China has activated its “ship killer” Dong Feng ballistic missiles after a US navy ship traveled within 12 nautical miles of the Parcel Islands “to challenge excessive maritime claims and preserve access to the waterways as governed by international law,” according to a US Pacific Fleet Spokesman.
In the 1990s, China laid claim to all of the Parcel Islands using a straight baseline around the entire archipelago, which it has labeled the Xisha Islands. The boundary is not recognized by international maritime law, while Vietnam and Taiwan have also laid claim to the islands.
The USS McCampbell (DDG-85) passed by the disputed island on Monday, during which “The Chinese side immediately sent military vessel and aircraft,” according to China’s Foreign Ministry Spokesman, Lu Kang, adding that they warned the ship to leave.”
The deployment of the DF-26 missiles was reported by China’s state-controlled Global Times, which tweeted a montage of brave and loyal Chinese servicemen driving Xi’s Dongs to various locations in China set to the theme song of your average 1990s action movie. The missiles will not be positioned near the Taiwan Strait or the actual disputed islands – instead, the truck-mounted weapons have been sent to China’s more remote plateau and desert areas.

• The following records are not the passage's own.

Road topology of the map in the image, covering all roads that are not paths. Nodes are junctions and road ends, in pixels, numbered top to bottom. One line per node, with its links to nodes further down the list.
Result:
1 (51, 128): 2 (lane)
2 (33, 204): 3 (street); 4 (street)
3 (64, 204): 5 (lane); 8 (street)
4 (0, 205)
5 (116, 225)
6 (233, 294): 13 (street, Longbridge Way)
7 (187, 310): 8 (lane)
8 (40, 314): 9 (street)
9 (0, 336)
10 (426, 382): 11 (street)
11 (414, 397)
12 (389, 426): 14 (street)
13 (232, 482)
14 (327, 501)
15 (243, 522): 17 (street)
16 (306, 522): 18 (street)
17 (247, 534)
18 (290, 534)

“A mobile missile launch from deep in the country’s interior is more difficult to intercept,” said an expert quoted by the Global Times, who claimed that the DF-26 has a range of 4500km, more than enough to cover the entire South China Sea.
“The DF-26 is China’s new generation of intermediate-range ballistic missile capable of targeting medium and large ships at sea,” warned the Times,” adding “It can carry both conventional and nuclear warheads.”

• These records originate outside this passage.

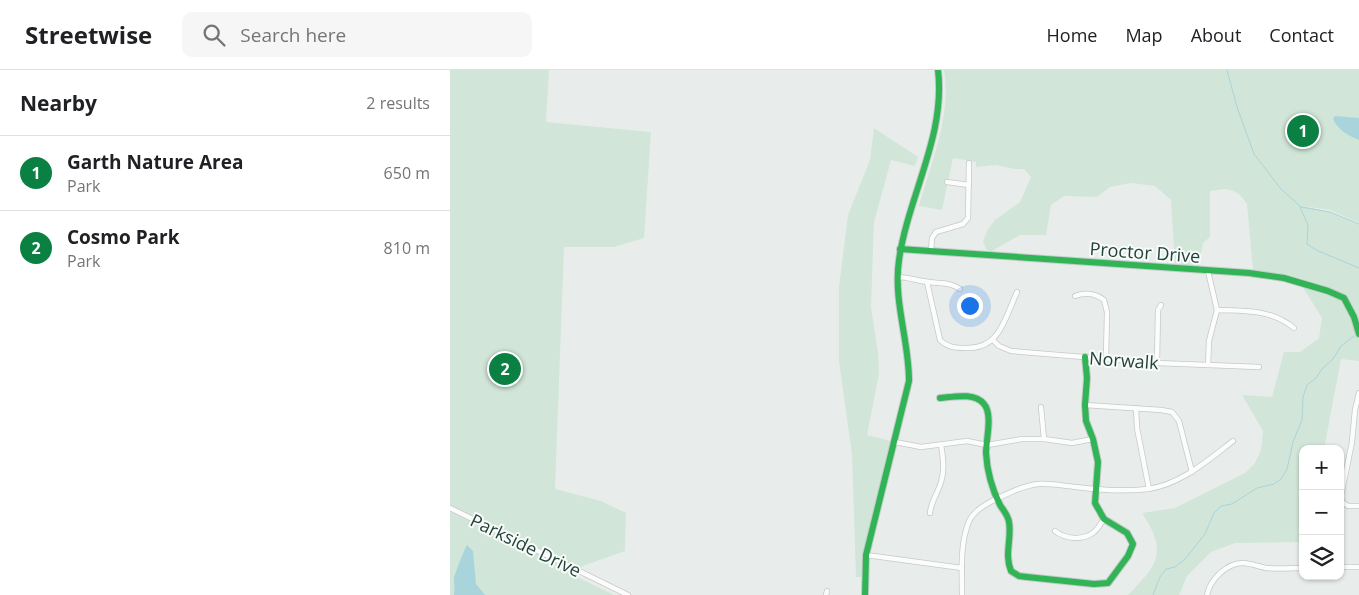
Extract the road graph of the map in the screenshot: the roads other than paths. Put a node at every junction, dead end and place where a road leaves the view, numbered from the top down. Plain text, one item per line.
1 (938, 70) edge
2 (969, 162) dead end
3 (947, 182) dead end
4 (969, 185) junction
5 (900, 249) junction
6 (931, 251) junction
7 (1208, 271) junction
8 (897, 277) junction
9 (927, 282) junction
10 (960, 288) dead end
11 (1017, 292) dead end
12 (1075, 296) dead end
13 (1161, 305) dead end
14 (1217, 310) junction
15 (1294, 328) dead end
16 (1359, 334) edge
17 (993, 340) junction
18 (1085, 357) junction
19 (1106, 358) junction
20 (1157, 362) junction
21 (1208, 365) junction
22 (1259, 367) dead end
23 (1359, 393) edge
24 (940, 398) dead end
25 (1085, 405) junction
26 (1040, 407) dead end
27 (1136, 408) junction
28 (1044, 439) junction
29 (1094, 439) junction
30 (1233, 441) dead end
31 (895, 442) junction
32 (941, 445) junction
33 (987, 445) junction
34 (1192, 472) junction
35 (1149, 489) junction
36 (1096, 490) junction
37 (998, 498) junction
38 (1359, 506) edge
39 (450, 508) edge
40 (930, 513) dead end
41 (1104, 519) junction
42 (1055, 531) dead end
43 (866, 555) junction
44 (1344, 567) edge
45 (1359, 567) edge
46 (962, 568) junction
47 (1299, 568) edge
48 (628, 595) edge
49 (865, 595) edge
50 (962, 595) edge
51 (1207, 595) edge

1 - 5 street
2 - 4 street
3 - 4 street
4 - 6 street
5 - 6 street, Proctor Drive
5 - 8 street
6 - 7 street, Proctor Drive
7 - 14 street
7 - 16 street, Proctor Drive
8 - 9 street
8 - 31 street
9 - 10 street
9 - 17 street
11 - 17 street
12 - 19 street
13 - 20 street
14 - 15 street
14 - 21 street
17 - 18 street, Norwalk
18 - 19 street, Norwalk
18 - 25 street
19 - 20 street, Norwalk
20 - 21 street, Norwalk
21 - 22 street, Norwalk
23 - 38 street
24 - 33 street
25 - 27 street
25 - 29 street
26 - 28 street
27 - 34 street
27 - 35 street
28 - 29 street
28 - 33 street
29 - 36 street
30 - 34 street
31 - 32 street
31 - 43 street
32 - 33 street
32 - 40 street
33 - 37 street
34 - 35 street
35 - 36 street
36 - 37 street
36 - 41 street
37 - 41 street
37 - 46 street
39 - 48 street, Parkside Drive
41 - 42 street
43 - 46 street
43 - 49 street
44 - 45 street
46 - 50 street
47 - 51 street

“During the initial phase of a ballistic missile launch, the missile is relatively slow and not difficult to detect, making it an easier target for enemy antimissile installations. After the missile enters a later stage, its speed is so high that chances for interception are significantly lower,” reads the report – which points out that it could hit a US naval base in Guam – located in the middle of the Pacific.
“The report is a good reminder that China is capable of safeguarding its territory,” reads the report.
Another video of the DF-21D set to yet more action movie music shows a CGI simulation of the Dong-Feng unsheathing at high altitude before its warhead reenters the earth’s atmosphere and decimates a fleet of ships with what appears to be a nuclear blast.
The US Navy’s territorial test came weeks after Australian media published details from a speech by one of China’s leading military commanders where he recommended sinking two US aircraft carriers to resolve the ongoing territorial dispute.
During a wide-ranging speech on the state of Sino-US relations, Rear Admiral Lou Yuan told a Shenzhen audience that the current trade spat was ‘definitely not simply friction over economics and trade,” but a “prime strategic issue.”
His speech, delivered on December 20 to the 2018 Military Industry List summit, declared that China’s new and highly capable anti-ship ballistic and cruise missiles were more than capable of hitting US carriers, despite them being at the centre of a ‘bubble’ of defensive escorts.
“What the United States fears the most is taking casualties,” Admiral Lou declared.
He said the loss of one super carrier would cost the US the lives of 5000 service men and women. Sinking two would double that toll.
Beijing has become more aggressive in recent years over the disputed islands – asserting sovereignty over the entirety of the South and East China seas despite an international arbitration court rejecting their claim, according to News.com.au. International law also prohibits Beijing to enforce territorial rights to the waters around artificial islands – which China has recently built on what was previously coral reefs.
China has demanded that all nations respect a 12 nautical mile (22km) boundary around them.
“We will continue to take necessary measures to safeguard national sovereignty and security,” said Foreign Ministry spokesman Lu.